Based on her reaction at the marker, I would say she noticed the bug spray, but I dont think it confused her.

Of course, my hound is far more experienced in scent specific than the area search dog is. 

I am sure others have had subjects put on bug spray. Any issues?


----------



## Nancy Jocoy

Honestly, it is something I had never thought about but all of our scent specific air scent dogs are started scent specific from day one.

I would think of it as any distracter when they are looking for a target odor but will bring it up in training. I know people have done things to mask scent that have not had much effect (like those hunting clothes)


----------



## Tom Connors

You have to figure people you are looking for will have used perfume, bug spray, etc so it is a great idea to experience it in training first.


----------



## Sarah Platts

I"ve never had any bug spray issues with any of the dogs I've trained and handled in mantrailing (4 and counting) and these dogs were also trained for scent specific area searches. 

If the handler feels that the bug spray is creating this scenting issue then this is an area she needs to work on. And I would start incorporating other distracting odors such as perfumes, smoke odor, etc.

As far as no longer smelling like the subject, I would have to question that. The human is still putting out human smell. There really isn't any uncontaminated human scent. It's human scent PLUS whatever. Whatever dyes, perfumes, foods, and chemicals they bathe with, wash their clothes in, slather all over their bodies, or eat, smoke, medications, etc.


----------



## mel boschwitz

Sarah,
I agree with you and felt the handler was using this as a "cop out" because her dog did not perform as well that day. I save my scent articles and reuse them, and I am sure my subjects use different perfumes/sprays/colognes, etc then what was on that original scent article and it doesnt ever bother my dogs. 

Since the person "smelled different" when he stopped then he did when he started, and "smelled different" from his scent article, thats what confused the dog (according to the handler).

With my dogs, if they see someone close, they will want to get close enough to rule them out. It's a byproduct of generally finding a person who looks like a person ("maybe thats the one mom!") ( yes, I do lots of hidden finds).

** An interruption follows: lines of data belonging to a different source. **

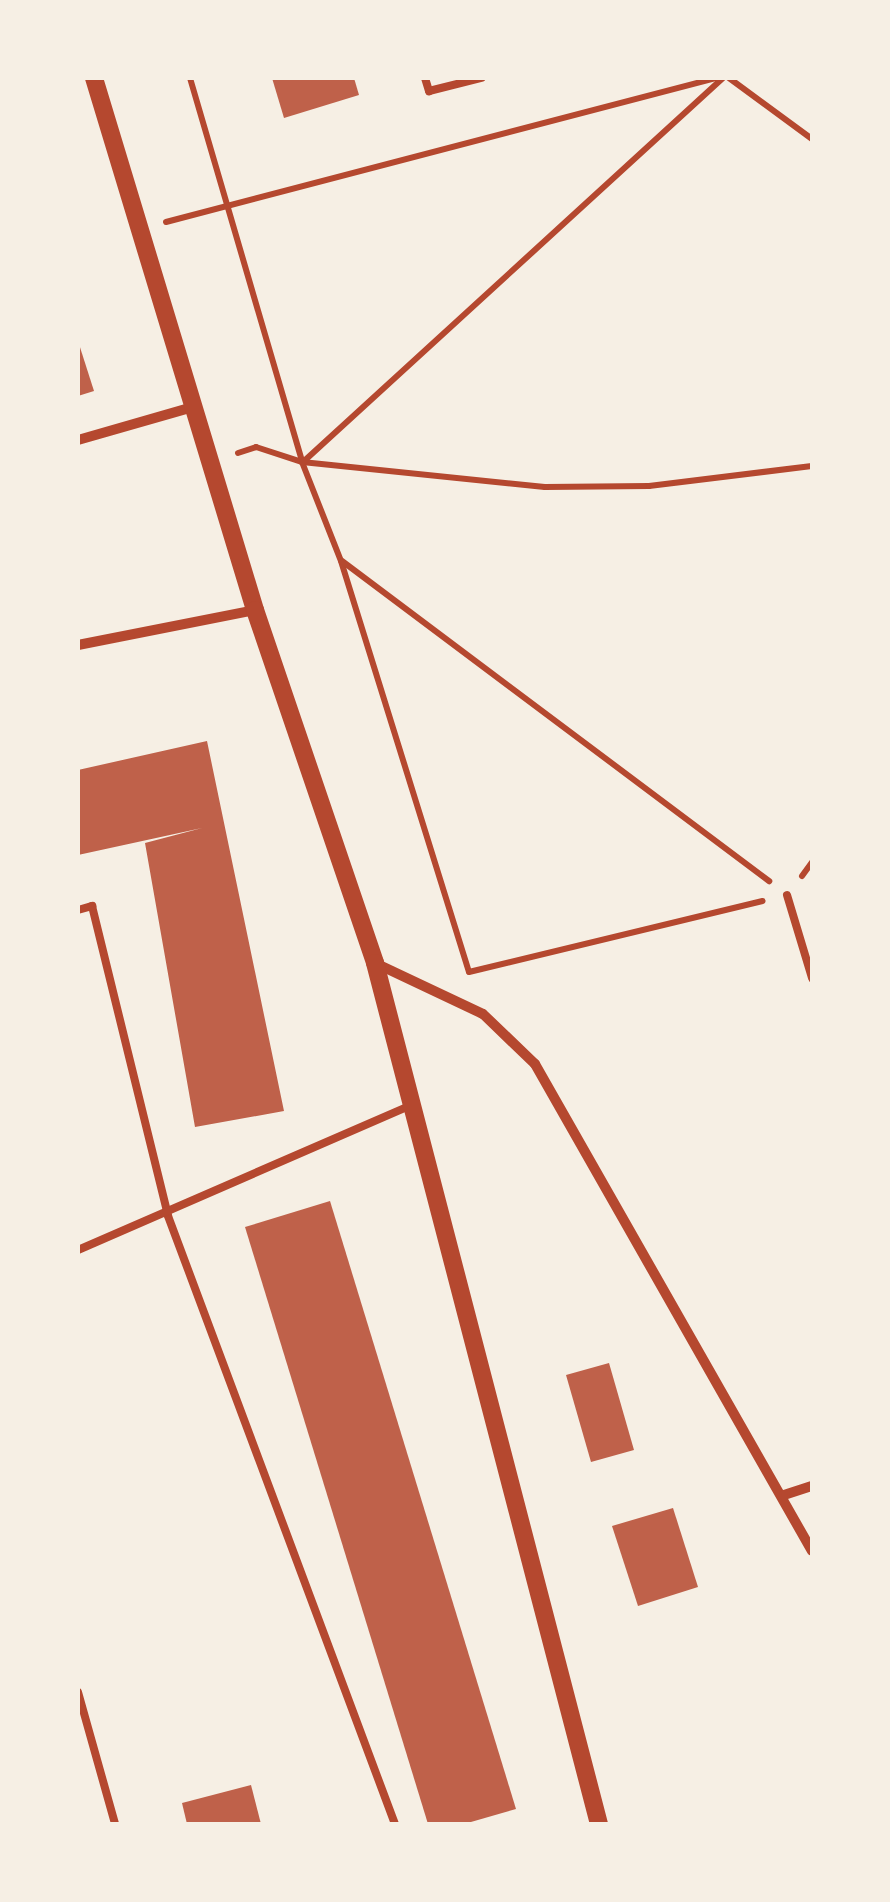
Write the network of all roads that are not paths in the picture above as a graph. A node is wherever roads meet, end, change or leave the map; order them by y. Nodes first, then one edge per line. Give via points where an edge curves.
1 (94, 78) edge
2 (425, 78) edge
3 (482, 78) edge
4 (192, 408) junction
5 (78, 440) edge
6 (255, 610) junction
7 (78, 645) edge
8 (788, 895) road end
9 (78, 910) edge
10 (375, 962) junction
11 (812, 978) edge
12 (412, 1106) junction
13 (168, 1216) junction
14 (78, 1250) edge
15 (812, 1486) edge
16 (784, 1495) junction
17 (812, 1552) edge
18 (78, 1692) edge
19 (115, 1824) edge
20 (395, 1824) edge
21 (599, 1824) edge

1 - 4 street
2 - 3 lane via 429,91
4 - 5 street
4 - 6 street
6 - 7 street
6 - 10 street
8 - 11 lane
9 - 13 lane via 92,906
10 - 12 street
10 - 16 street via 483,1014 535,1064
12 - 13 lane
12 - 21 street
13 - 14 lane
13 - 20 lane
15 - 16 street
16 - 17 street
18 - 19 lane

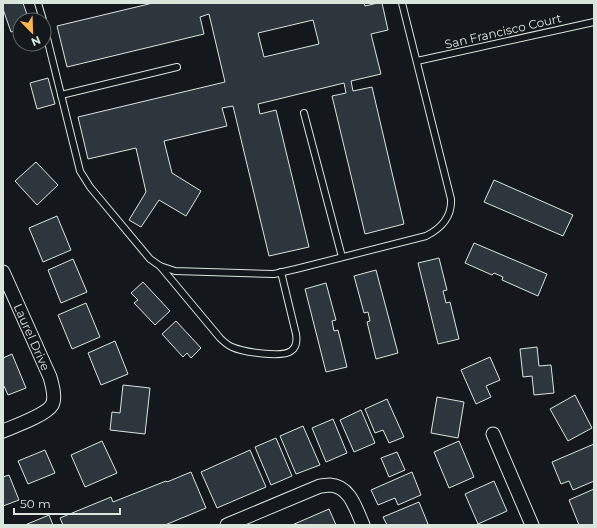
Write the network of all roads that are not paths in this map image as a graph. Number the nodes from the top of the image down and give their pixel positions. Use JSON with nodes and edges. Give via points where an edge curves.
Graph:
{"nodes":[{"id":1,"x":402,"y":3,"type":"edge"},
{"id":2,"x":594,"y":22,"type":"edge"},
{"id":3,"x":50,"y":52,"type":"edge"},
{"id":4,"x":417,"y":61,"type":"junction"},
{"id":5,"x":177,"y":67,"type":"dead end"},
{"id":6,"x":61,"y":95,"type":"junction"},
{"id":7,"x":304,"y":113,"type":"dead end"},
{"id":8,"x":342,"y":257,"type":"junction"},
{"id":9,"x":160,"y":266,"type":"junction"},
{"id":10,"x":3,"y":272,"type":"edge"},
{"id":11,"x":281,"y":272,"type":"junction"},
{"id":12,"x":3,"y":431,"type":"edge"},
{"id":13,"x":493,"y":434,"type":"dead end"},
{"id":14,"x":227,"y":525,"type":"edge"},
{"id":15,"x":363,"y":525,"type":"edge"},
{"id":16,"x":532,"y":525,"type":"edge"}],
"edges":[{"from":1,"to":4,"type":"lane"},
{"from":2,"to":4,"type":"lane","name":"San Francisco Court"},
{"from":3,"to":6,"type":"lane"},
{"from":4,"to":8,"type":"lane","via":[[451,199],[449,214],[440,227],[426,236]]},
{"from":5,"to":6,"type":"lane"},
{"from":6,"to":9,"type":"lane","via":[[82,175],[150,259]]},
{"from":7,"to":8,"type":"lane"},
{"from":8,"to":11,"type":"lane"},
{"from":9,"to":11,"type":"lane","via":[[175,271],[274,274]]},
{"from":9,"to":11,"type":"lane","via":[[226,344],[250,352],[283,354],[290,352],[297,341]]},
{"from":10,"to":12,"type":"street","name":"Laurel Drive","via":[[50,377],[54,395],[52,405],[43,413]]},
{"from":13,"to":16,"type":"street"},
{"from":14,"to":15,"type":"street","via":[[320,486],[329,485],[346,492]]}]}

Since her dog completely blew off the person for awhile, that to me supports my "goofing off" theory.


----------



## julie allen

Was the cadaver material close enough to deter the dog? Some really don't like the smell and will try to avoid it. Just a thought.


----------



## Sarah Platts

mel boschwitz said:


> Sarah,
> I agree with you and felt the handler was using this as a "cop out" because her dog did not perform as well that day. I save my scent articles and reuse them, and I am sure my subjects use different perfumes/sprays/colognes, etc then what was on that original scent article and it doesnt ever bother my dogs.
> 
> Since the person "smelled different" when he stopped then he did when he started, and "smelled different" from his scent article, thats what confused the dog (according to the handler).
> 
> With my dogs, if they see someone close, they will want to get close enough to rule them out. It's a byproduct of generally finding a person who looks like a person ("maybe thats the one mom!") ( yes, I do lots of hidden finds). Since her dog completely blew off the person for awhile, that to me supports my "goofing off" theory.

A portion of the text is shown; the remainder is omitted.